INSTRUCTIONS FOR THE TASK:
Retype every record exactly. Skip the images.

── INPUT

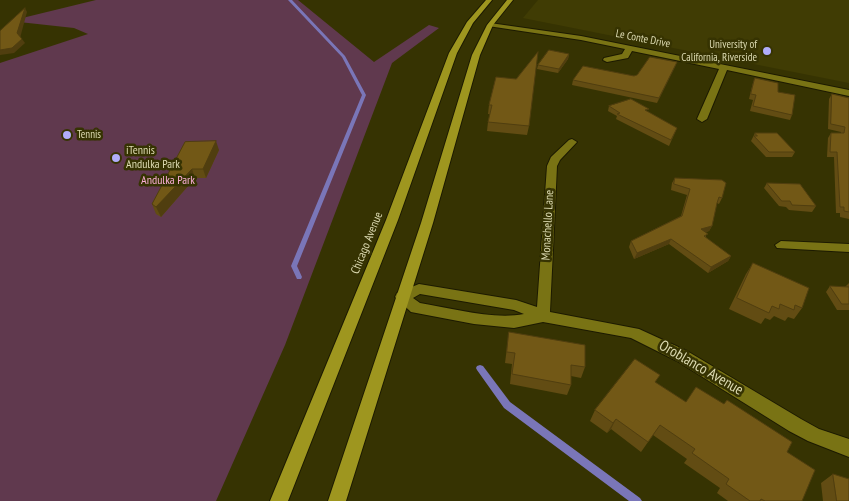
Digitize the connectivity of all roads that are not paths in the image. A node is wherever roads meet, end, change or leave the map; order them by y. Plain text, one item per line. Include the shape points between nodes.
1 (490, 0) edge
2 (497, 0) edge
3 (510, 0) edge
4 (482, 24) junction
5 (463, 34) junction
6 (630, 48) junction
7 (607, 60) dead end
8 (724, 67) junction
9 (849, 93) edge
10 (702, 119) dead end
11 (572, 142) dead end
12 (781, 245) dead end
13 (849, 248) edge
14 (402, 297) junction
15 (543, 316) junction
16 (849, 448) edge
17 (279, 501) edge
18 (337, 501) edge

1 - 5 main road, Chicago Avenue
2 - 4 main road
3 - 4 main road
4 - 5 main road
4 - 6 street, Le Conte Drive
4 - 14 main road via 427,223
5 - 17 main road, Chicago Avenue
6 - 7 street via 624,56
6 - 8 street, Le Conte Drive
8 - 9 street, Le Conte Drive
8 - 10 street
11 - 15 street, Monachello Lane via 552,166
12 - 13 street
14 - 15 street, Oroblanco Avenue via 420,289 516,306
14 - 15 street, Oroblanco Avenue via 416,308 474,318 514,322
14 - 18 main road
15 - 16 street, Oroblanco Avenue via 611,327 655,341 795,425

────

EXERCISE OUTPUT:
Digitize the connectivity of all roads that are not paths in the image. A node is wherever roads meet, end, change or leave the map; order them by y. Plain text, one item per line. Include the shape points between nodes.
1 (490, 0) edge
2 (497, 0) edge
3 (510, 0) edge
4 (482, 24) junction
5 (463, 34) junction
6 (630, 48) junction
7 (607, 60) dead end
8 (724, 67) junction
9 (849, 93) edge
10 (702, 119) dead end
11 (572, 142) dead end
12 (781, 245) dead end
13 (849, 248) edge
14 (402, 297) junction
15 (543, 316) junction
16 (849, 448) edge
17 (279, 501) edge
18 (337, 501) edge

1 - 5 main road, Chicago Avenue
2 - 4 main road
3 - 4 main road
4 - 5 main road
4 - 6 street, Le Conte Drive
4 - 14 main road via 427,223
5 - 17 main road, Chicago Avenue
6 - 7 street via 624,56
6 - 8 street, Le Conte Drive
8 - 9 street, Le Conte Drive
8 - 10 street
11 - 15 street, Monachello Lane via 552,166
12 - 13 street
14 - 15 street, Oroblanco Avenue via 420,289 516,306
14 - 15 street, Oroblanco Avenue via 416,308 474,318 514,322
14 - 18 main road
15 - 16 street, Oroblanco Avenue via 611,327 655,341 795,425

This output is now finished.